**Problem to work on**. How many lines in the data hold the string "pixel"? State the number alone.

**Data**.
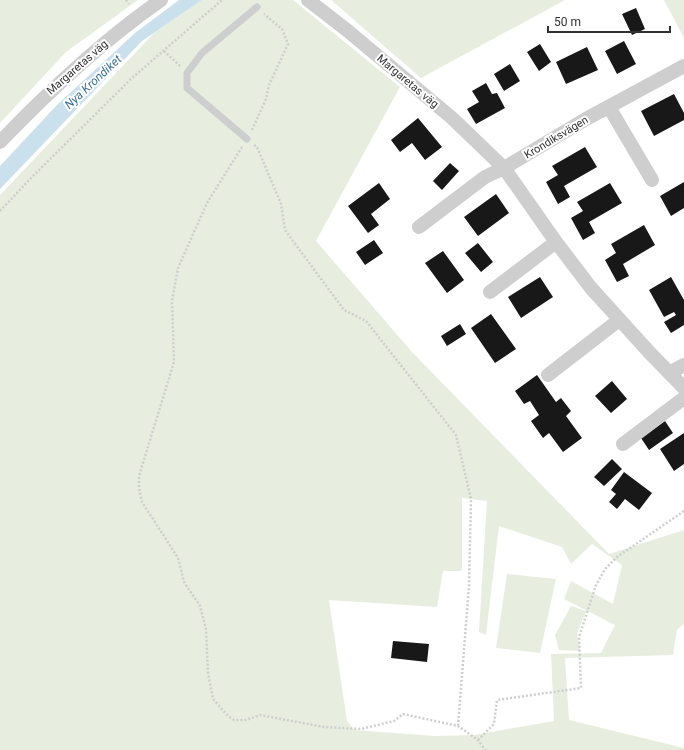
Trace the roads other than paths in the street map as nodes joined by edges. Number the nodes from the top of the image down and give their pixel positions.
1 (161, 0) edge
2 (308, 0) edge
3 (257, 7) road end
4 (684, 66) edge
5 (609, 107) junction
6 (247, 138) road end
7 (0, 142) edge
8 (504, 168) junction
9 (652, 180) dead end
10 (420, 227) dead end
11 (556, 242) junction
12 (490, 292) dead end
13 (619, 320) junction
14 (684, 365) edge
15 (669, 373) junction
16 (548, 375) dead end
17 (684, 388) edge
18 (684, 398) edge
19 (623, 444) dead end

1 - 7 street, Margaretas väg
2 - 8 street, Margaretas väg
3 - 6 lane
4 - 5 street, Krondiksvägen
5 - 8 street, Krondiksvägen
5 - 9 street
8 - 10 street
8 - 11 street, Margaretas väg
11 - 12 street
11 - 13 street, Margaretas väg
13 - 15 street, Margaretas väg
13 - 16 street
14 - 15 street
15 - 17 street, Margaretas väg
18 - 19 street

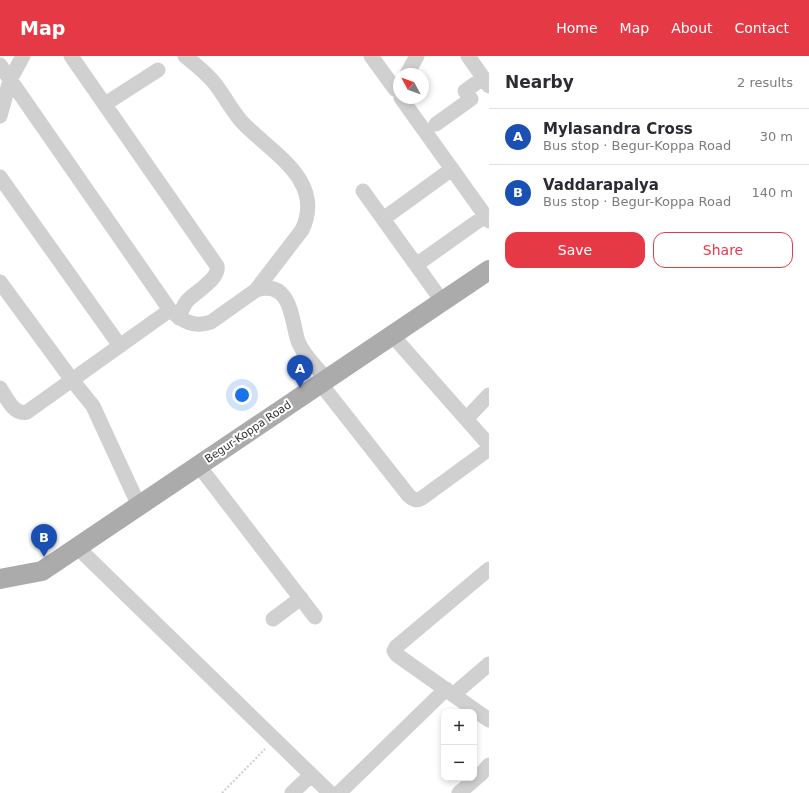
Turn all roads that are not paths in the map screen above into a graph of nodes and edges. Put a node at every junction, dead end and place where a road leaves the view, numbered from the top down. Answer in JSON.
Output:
{"nodes":[{"id":1,"x":23,"y":56,"type":"edge"},
{"id":2,"x":71,"y":56,"type":"edge"},
{"id":3,"x":185,"y":56,"type":"edge"},
{"id":4,"x":371,"y":56,"type":"edge"},
{"id":5,"x":417,"y":56,"type":"edge"},
{"id":6,"x":468,"y":56,"type":"edge"},
{"id":7,"x":0,"y":65,"type":"edge"},
{"id":8,"x":410,"y":68,"type":"edge"},
{"id":9,"x":158,"y":70,"type":"dead end"},
{"id":10,"x":485,"y":74,"type":"edge"},
{"id":11,"x":10,"y":80,"type":"junction"},
{"id":12,"x":393,"y":84,"type":"edge"},
{"id":13,"x":104,"y":104,"type":"junction"},
{"id":14,"x":407,"y":104,"type":"edge"},
{"id":15,"x":0,"y":116,"type":"edge"},
{"id":16,"x":436,"y":124,"type":"dead end"},
{"id":17,"x":452,"y":169,"type":"junction"},
{"id":18,"x":0,"y":177,"type":"edge"},
{"id":19,"x":363,"y":191,"type":"dead end"},
{"id":20,"x":383,"y":219,"type":"junction"},
{"id":21,"x":487,"y":219,"type":"edge"},
{"id":22,"x":416,"y":265,"type":"junction"},
{"id":23,"x":489,"y":270,"type":"edge"},
{"id":24,"x":0,"y":282,"type":"edge"},
{"id":25,"x":256,"y":290,"type":"junction"},
{"id":26,"x":442,"y":301,"type":"junction"},
{"id":27,"x":174,"y":314,"type":"junction"},
{"id":28,"x":392,"y":335,"type":"junction"},
{"id":29,"x":120,"y":346,"type":"junction"},
{"id":30,"x":72,"y":380,"type":"junction"},
{"id":31,"x":323,"y":381,"type":"junction"},
{"id":32,"x":0,"y":388,"type":"edge"},
{"id":33,"x":489,"y":395,"type":"edge"},
{"id":34,"x":466,"y":419,"type":"junction"},
{"id":35,"x":489,"y":445,"type":"edge"},
{"id":36,"x":489,"y":449,"type":"edge"},
{"id":37,"x":199,"y":466,"type":"junction"},
{"id":38,"x":139,"y":506,"type":"junction"},
{"id":39,"x":78,"y":547,"type":"junction"},
{"id":40,"x":489,"y":569,"type":"edge"},
{"id":41,"x":0,"y":579,"type":"edge"},
{"id":42,"x":300,"y":598,"type":"junction"},
{"id":43,"x":315,"y":617,"type":"dead end"},
{"id":44,"x":273,"y":619,"type":"dead end"},
{"id":45,"x":489,"y":664,"type":"edge"},
{"id":46,"x":450,"y":691,"type":"junction"},
{"id":47,"x":489,"y":720,"type":"edge"},
{"id":48,"x":486,"y":773,"type":"edge"},
{"id":49,"x":311,"y":775,"type":"junction"},
{"id":50,"x":292,"y":793,"type":"edge"},
{"id":51,"x":330,"y":793,"type":"edge"},
{"id":52,"x":340,"y":793,"type":"edge"},
{"id":53,"x":459,"y":793,"type":"edge"}],
"edges":[{"from":1,"to":11,"type":"street"},
{"from":2,"to":13,"type":"street"},
{"from":3,"to":25,"type":"street"},
{"from":4,"to":12,"type":"street"},
{"from":5,"to":8,"type":"street"},
{"from":6,"to":10,"type":"street"},
{"from":7,"to":11,"type":"street"},
{"from":9,"to":13,"type":"street"},
{"from":10,"to":16,"type":"street"},
{"from":11,"to":15,"type":"street"},
{"from":11,"to":27,"type":"street"},
{"from":13,"to":27,"type":"street"},
{"from":14,"to":17,"type":"street"},
{"from":17,"to":20,"type":"street"},
{"from":17,"to":21,"type":"street"},
{"from":18,"to":29,"type":"street"},
{"from":19,"to":20,"type":"street"},
{"from":20,"to":22,"type":"street"},
{"from":21,"to":22,"type":"street"},
{"from":22,"to":26,"type":"street"},
{"from":23,"to":26,"type":"main road","name":"Begur-Koppa Road"},
{"from":24,"to":30,"type":"street"},
{"from":25,"to":27,"type":"street"},
{"from":25,"to":31,"type":"street"},
{"from":26,"to":28,"type":"main road","name":"Begur-Koppa Road"},
{"from":27,"to":29,"type":"street"},
{"from":28,"to":31,"type":"main road","name":"Begur-Koppa Road"},
{"from":28,"to":34,"type":"street"},
{"from":29,"to":30,"type":"street"},
{"from":30,"to":32,"type":"street"},
{"from":30,"to":38,"type":"street"},
{"from":31,"to":36,"type":"street"},
{"from":31,"to":37,"type":"main road","name":"Begur-Koppa Road"},
{"from":33,"to":34,"type":"street"},
{"from":34,"to":35,"type":"street"},
{"from":37,"to":38,"type":"main road","name":"Begur-Koppa Road"},
{"from":37,"to":42,"type":"street"},
{"from":38,"to":39,"type":"main road","name":"Begur-Koppa Road"},
{"from":39,"to":41,"type":"main road","name":"Begur-Koppa Road"},
{"from":39,"to":49,"type":"street"},
{"from":40,"to":46,"type":"street"},
{"from":42,"to":43,"type":"street"},
{"from":42,"to":44,"type":"street"},
{"from":45,"to":46,"type":"street"},
{"from":46,"to":47,"type":"street"},
{"from":46,"to":52,"type":"street"},
{"from":48,"to":53,"type":"street"},
{"from":49,"to":50,"type":"street"},
{"from":49,"to":51,"type":"street"}]}
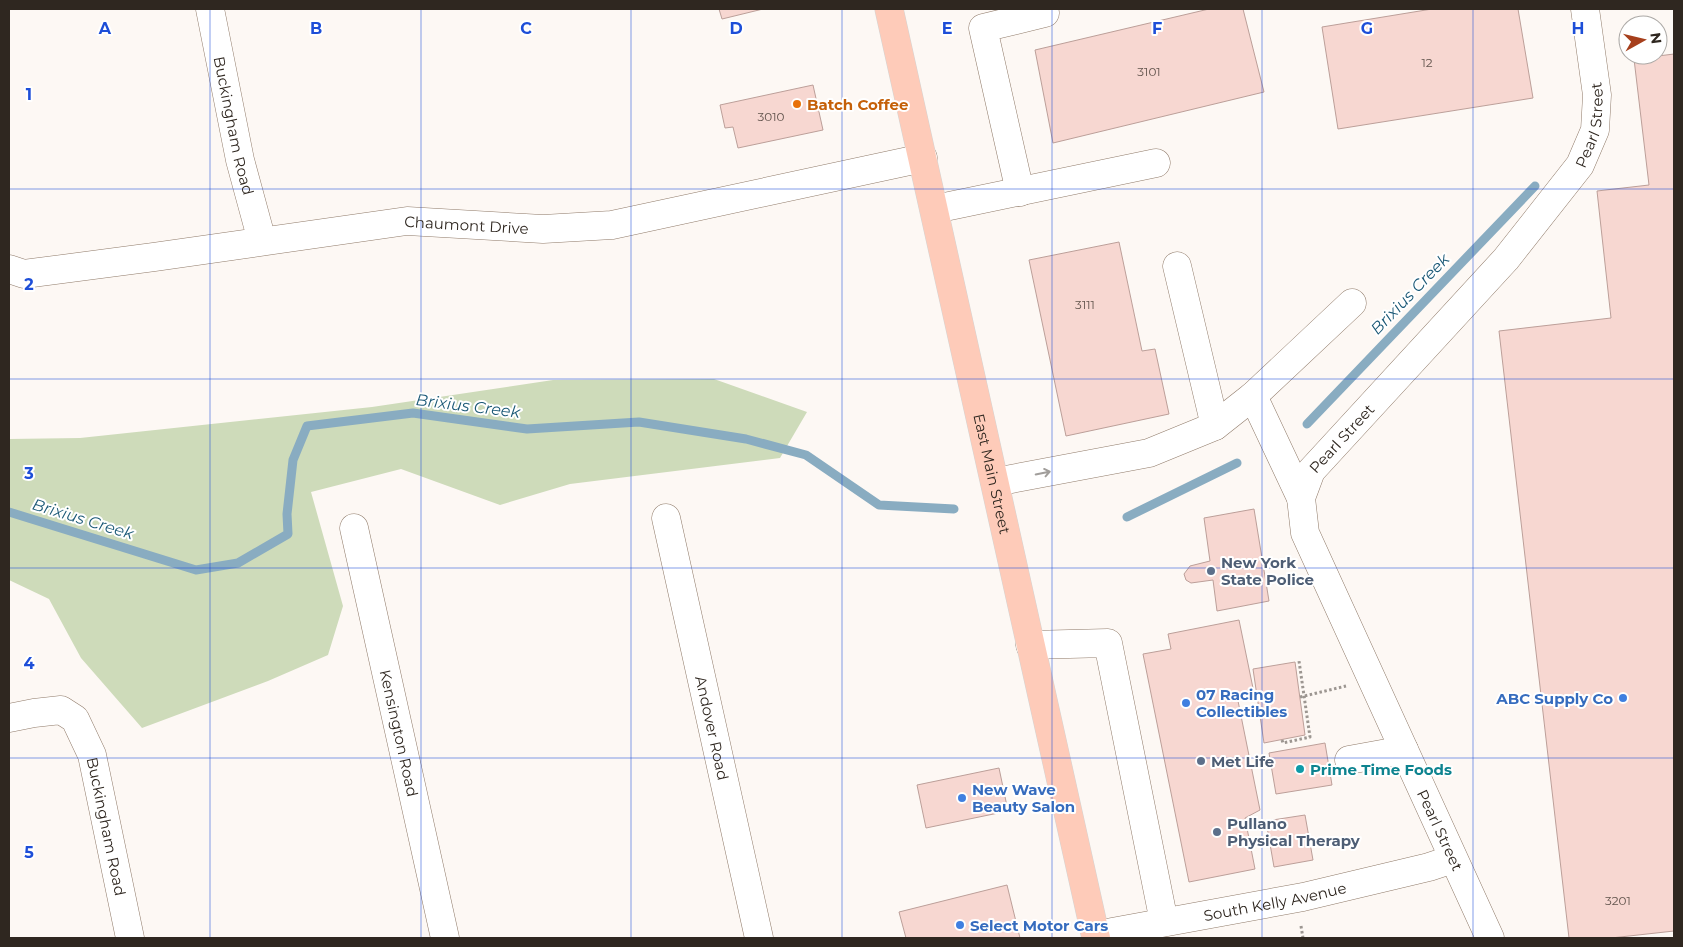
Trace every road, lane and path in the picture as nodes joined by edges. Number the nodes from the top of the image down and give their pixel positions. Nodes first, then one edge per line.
1 (210, 9) edge
2 (889, 9) edge
3 (1044, 9) edge
4 (1585, 9) edge
5 (923, 158) junction
6 (1156, 164) dead end
7 (1020, 192) junction
8 (935, 209) junction
9 (262, 241) junction
10 (1177, 266) dead end
11 (9, 270) edge
12 (1352, 303) dead end
13 (1253, 396) junction
14 (1215, 426) junction
15 (995, 482) junction
16 (1301, 498) junction
17 (666, 518) dead end
18 (354, 528) dead end
19 (1030, 644) junction
20 (1300, 661) dead end
21 (1372, 680) junction
22 (1302, 697) junction
23 (9, 718) edge
24 (1282, 740) dead end
25 (1404, 750) junction
26 (1349, 760) dead end
27 (1453, 859) junction
28 (1164, 922) junction
29 (1096, 936) edge
30 (130, 938) edge
31 (445, 938) edge
32 (759, 938) edge
33 (1490, 938) edge

1 - 9 street, Buckingham Road
2 - 5 main road, East Main Street
3 - 7 street
4 - 16 street, Pearl Street
5 - 8 main road, East Main Street
5 - 9 street, Chaumont Drive
6 - 7 street
7 - 8 street
8 - 15 main road, East Main Street
9 - 11 street, Chaumont Drive
10 - 14 street
12 - 13 street
13 - 14 street
13 - 16 street
15 -> 14 street
15 - 19 main road, East Main Street
16 - 21 street, Pearl Street
17 - 32 street, Andover Road
18 - 31 street, Kensington Road
19 - 28 street
19 - 29 main road, East Main Street
20 - 22 path
21 - 22 path
21 - 25 street, Pearl Street
22 - 24 path
23 - 30 street, Buckingham Road
25 - 26 street
25 - 27 street, Pearl Street
27 - 28 street, South Kelly Avenue
27 - 33 street, Pearl Street
28 - 29 street, South Kelly Avenue

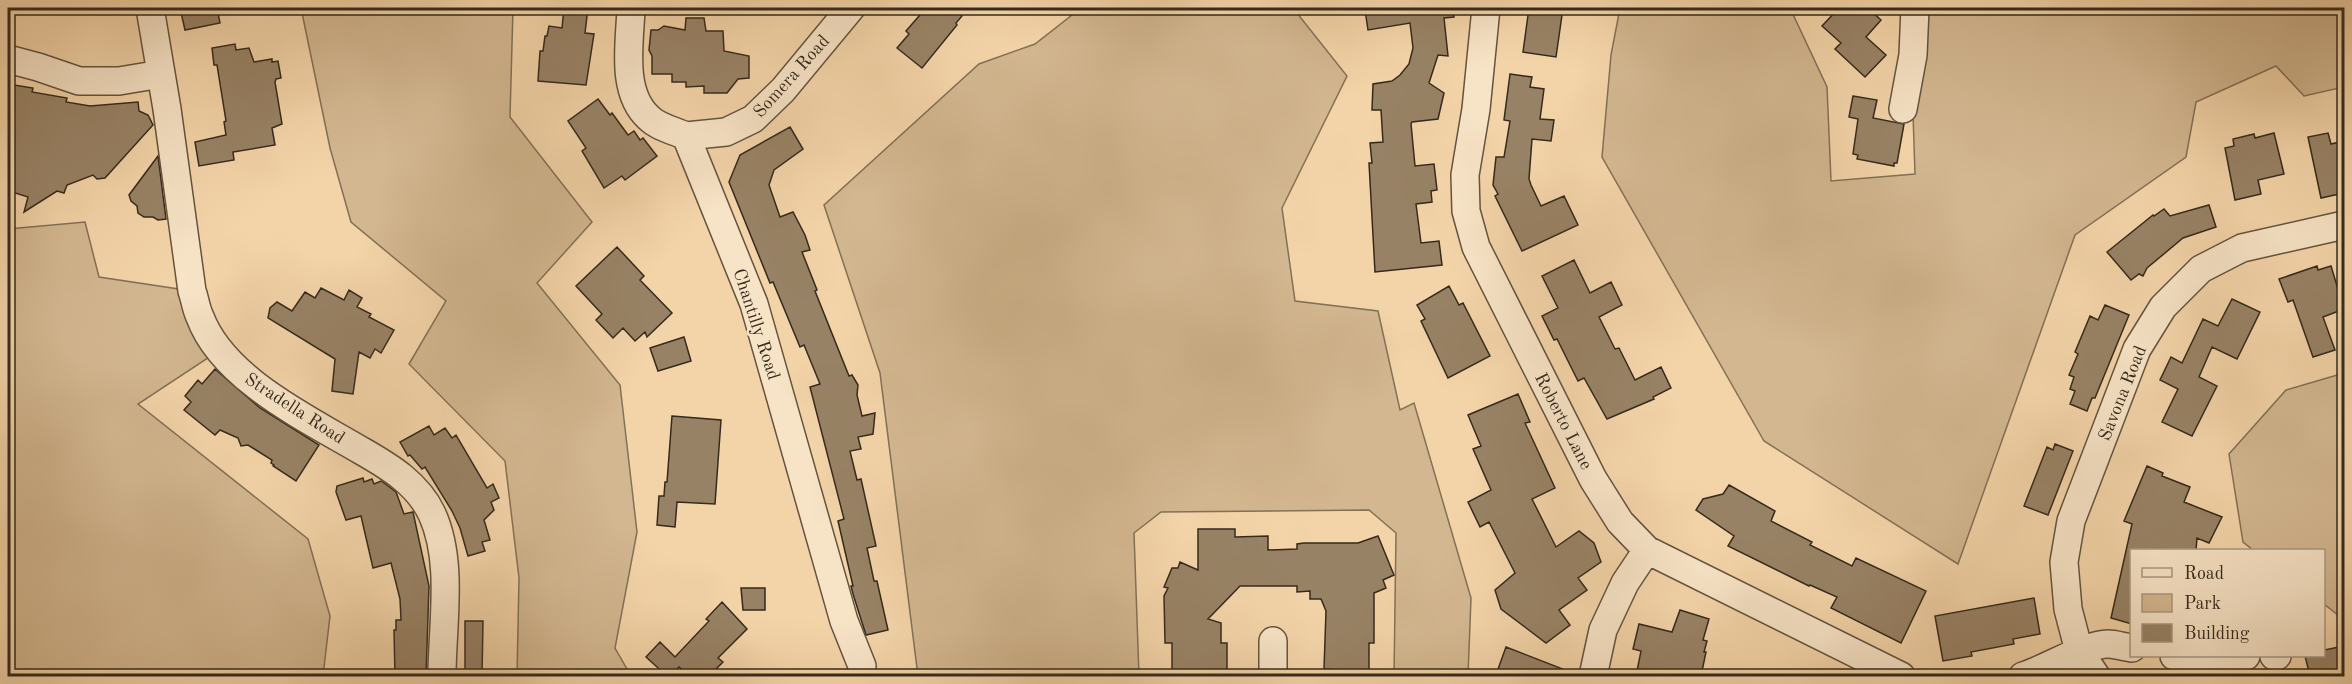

**Solution**. 2